📓 Le pair programming

☝️Cet article fait partie de la série “📓 Trucs & astuces à l’usage des jeunes développeurs web

Le pair programming, comme son nom l’indique, est l’action de coder à deux : l’un des développeurs tient le clavier et code, pendant que l’autre lit et participe à l’écriture du code.

Dit comme ça, ça a l’air extrêmement contre-productif, deux personnes qui font le boulot d’une, c’est pas vraiment rentable…

Haha… non, allez, faites un effort, à Hollywood…

C’est ce que je pensais aussi avant de m’y essayer.

D’abord, le pair programming n’est pas systématique, mais devrait être régulier : une fois par semaine, par exemple. Ensuite, et c’est logique, les rôles doivent s’inverser régulièrement.

L’utilisation régulière du pair programming dans une équipe apporte énormément d’avantages…

Renforcement de la cohésion de l’équipe

Bon, d’accord, c’est pas forcément systématique, mais quand même, ça joue.

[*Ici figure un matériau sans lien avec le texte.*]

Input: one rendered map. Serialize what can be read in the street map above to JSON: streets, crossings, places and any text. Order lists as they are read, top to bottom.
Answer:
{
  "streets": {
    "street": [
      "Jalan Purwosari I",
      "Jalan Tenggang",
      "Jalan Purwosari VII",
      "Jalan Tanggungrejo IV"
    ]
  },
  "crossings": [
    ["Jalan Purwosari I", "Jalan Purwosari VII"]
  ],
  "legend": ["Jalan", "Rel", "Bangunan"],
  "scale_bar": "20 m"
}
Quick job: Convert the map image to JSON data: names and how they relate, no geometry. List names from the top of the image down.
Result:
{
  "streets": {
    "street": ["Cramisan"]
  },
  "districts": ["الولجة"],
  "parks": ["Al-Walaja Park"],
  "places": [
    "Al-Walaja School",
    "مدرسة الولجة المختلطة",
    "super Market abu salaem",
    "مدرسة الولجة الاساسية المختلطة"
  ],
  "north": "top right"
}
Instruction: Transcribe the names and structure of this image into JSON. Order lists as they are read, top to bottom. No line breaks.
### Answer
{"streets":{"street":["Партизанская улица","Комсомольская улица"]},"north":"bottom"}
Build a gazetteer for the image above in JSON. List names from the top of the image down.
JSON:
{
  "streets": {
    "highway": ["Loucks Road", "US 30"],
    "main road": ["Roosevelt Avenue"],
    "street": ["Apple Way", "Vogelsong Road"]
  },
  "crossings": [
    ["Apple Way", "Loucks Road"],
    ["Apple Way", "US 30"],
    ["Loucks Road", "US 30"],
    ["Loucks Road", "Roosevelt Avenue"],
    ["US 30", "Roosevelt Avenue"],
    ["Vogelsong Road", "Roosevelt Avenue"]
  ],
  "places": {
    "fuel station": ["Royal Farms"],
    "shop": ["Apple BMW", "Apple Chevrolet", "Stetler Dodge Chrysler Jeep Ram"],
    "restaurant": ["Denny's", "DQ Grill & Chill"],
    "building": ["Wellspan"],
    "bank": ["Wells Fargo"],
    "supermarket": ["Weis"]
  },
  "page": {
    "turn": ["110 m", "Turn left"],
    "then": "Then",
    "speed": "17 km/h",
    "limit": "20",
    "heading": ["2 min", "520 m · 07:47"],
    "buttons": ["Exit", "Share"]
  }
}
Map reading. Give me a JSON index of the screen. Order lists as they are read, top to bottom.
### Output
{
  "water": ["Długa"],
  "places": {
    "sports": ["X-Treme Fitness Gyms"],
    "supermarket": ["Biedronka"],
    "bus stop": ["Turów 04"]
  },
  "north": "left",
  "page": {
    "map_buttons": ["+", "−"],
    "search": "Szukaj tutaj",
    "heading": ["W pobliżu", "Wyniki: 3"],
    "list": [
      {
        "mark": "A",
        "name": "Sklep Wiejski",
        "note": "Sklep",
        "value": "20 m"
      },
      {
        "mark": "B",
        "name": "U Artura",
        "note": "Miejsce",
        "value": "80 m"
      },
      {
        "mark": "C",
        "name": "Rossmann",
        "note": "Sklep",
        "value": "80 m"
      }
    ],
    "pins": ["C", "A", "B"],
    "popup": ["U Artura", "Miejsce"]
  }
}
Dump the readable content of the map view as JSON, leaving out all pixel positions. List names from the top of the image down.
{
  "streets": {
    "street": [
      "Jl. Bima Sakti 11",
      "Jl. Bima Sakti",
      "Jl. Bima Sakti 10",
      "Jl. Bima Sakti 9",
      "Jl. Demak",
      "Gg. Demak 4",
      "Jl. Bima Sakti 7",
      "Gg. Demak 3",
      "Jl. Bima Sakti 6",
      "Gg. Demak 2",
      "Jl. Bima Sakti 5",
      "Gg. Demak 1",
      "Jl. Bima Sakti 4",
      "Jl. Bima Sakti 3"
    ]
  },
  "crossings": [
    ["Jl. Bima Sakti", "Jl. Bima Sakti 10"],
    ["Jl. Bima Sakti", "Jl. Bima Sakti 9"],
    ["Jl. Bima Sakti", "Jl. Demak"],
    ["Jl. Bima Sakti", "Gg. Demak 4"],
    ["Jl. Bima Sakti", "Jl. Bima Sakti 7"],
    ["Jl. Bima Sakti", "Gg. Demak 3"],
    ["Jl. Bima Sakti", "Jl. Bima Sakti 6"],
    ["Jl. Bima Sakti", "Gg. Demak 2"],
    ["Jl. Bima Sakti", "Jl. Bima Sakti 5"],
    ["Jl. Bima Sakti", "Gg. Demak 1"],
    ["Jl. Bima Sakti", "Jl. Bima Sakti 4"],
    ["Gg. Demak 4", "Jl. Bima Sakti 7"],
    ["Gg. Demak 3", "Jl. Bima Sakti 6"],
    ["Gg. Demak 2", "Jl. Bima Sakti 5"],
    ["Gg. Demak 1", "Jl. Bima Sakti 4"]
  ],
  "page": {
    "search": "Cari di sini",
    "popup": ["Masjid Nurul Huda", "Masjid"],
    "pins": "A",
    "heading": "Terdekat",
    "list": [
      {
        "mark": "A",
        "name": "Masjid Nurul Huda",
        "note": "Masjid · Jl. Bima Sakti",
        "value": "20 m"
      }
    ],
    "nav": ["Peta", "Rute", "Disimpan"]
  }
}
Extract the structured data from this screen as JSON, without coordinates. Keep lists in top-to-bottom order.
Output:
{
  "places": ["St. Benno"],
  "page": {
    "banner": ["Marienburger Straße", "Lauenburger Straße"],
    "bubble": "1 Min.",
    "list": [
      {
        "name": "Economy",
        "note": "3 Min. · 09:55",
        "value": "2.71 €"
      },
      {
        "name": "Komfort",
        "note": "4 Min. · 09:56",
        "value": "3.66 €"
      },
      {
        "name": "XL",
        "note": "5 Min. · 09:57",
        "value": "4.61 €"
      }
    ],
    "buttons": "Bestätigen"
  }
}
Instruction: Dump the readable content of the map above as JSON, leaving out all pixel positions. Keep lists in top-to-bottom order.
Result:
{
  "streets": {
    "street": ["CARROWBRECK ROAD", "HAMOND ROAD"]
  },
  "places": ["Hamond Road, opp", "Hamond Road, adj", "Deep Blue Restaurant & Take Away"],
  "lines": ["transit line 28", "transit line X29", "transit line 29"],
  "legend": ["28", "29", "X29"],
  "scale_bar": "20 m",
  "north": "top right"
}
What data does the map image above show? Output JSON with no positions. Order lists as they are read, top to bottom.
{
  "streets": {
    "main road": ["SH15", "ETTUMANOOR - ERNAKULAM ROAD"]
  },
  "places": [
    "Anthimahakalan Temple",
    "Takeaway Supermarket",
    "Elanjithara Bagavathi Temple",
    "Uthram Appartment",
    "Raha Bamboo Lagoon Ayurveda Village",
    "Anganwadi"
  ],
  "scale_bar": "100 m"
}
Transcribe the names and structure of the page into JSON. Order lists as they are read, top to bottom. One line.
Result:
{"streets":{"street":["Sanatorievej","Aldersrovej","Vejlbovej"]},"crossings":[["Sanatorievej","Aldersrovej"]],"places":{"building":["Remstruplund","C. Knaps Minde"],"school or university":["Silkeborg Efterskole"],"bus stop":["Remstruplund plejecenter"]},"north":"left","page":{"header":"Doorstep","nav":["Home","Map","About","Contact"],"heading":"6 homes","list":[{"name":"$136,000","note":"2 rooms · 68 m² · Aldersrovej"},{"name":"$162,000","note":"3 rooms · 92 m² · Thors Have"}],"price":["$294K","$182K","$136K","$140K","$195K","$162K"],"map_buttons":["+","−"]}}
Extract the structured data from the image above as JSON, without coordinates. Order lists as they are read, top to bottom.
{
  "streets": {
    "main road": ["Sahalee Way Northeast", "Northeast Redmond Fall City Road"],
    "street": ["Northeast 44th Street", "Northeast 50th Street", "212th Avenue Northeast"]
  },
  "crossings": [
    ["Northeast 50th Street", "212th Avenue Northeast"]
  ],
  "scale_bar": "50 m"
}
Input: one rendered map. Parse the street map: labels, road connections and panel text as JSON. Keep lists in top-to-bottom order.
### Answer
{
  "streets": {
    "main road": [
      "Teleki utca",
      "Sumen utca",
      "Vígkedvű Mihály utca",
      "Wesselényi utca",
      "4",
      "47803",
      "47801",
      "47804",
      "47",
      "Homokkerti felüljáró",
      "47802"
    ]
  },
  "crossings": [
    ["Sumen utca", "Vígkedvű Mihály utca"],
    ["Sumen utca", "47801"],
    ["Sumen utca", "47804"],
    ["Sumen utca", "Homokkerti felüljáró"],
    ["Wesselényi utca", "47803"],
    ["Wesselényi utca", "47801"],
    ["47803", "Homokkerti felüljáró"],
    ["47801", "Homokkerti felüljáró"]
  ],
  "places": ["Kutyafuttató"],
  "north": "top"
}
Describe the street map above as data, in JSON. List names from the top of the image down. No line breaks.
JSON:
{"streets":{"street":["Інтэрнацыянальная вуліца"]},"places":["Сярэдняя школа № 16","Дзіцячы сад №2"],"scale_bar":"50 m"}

Confrontation / mise en commun des idées

Deux développeurs ne pensent jamais de la même façon, et confronter ces idées avant d’écrire le code est le meilleur moment pour le faire.

Augmentation de la couverture du code

Dans un projet en équipe, si une personne est l’auteur d’une grand partie du projet et vient à s’absenter (maladie, vacances, départ), il faut du temps au reste de l’équipe pour se réapproprier ces parties du projet. Le pair programming tend à réduire les parties de codes couvertes par une seule personne.

👌 le paramètre d’importance d’un développeur dans une équipe est aussi appelé le bus-factor, synthétisé par la phrase “et si untel venait à passer sous un bus, à quel point ce serait le bordel pour le projet” (on ne parle pas du facteur humain, qui est toujours négatif — je ne souhaite à personne de passer sous un bus, c’est lourd, un bus). Il est vital dans une équipe de réduire au maximum le bus-factor de chacun, le pair programming étant une bonne manière d’y contribuer.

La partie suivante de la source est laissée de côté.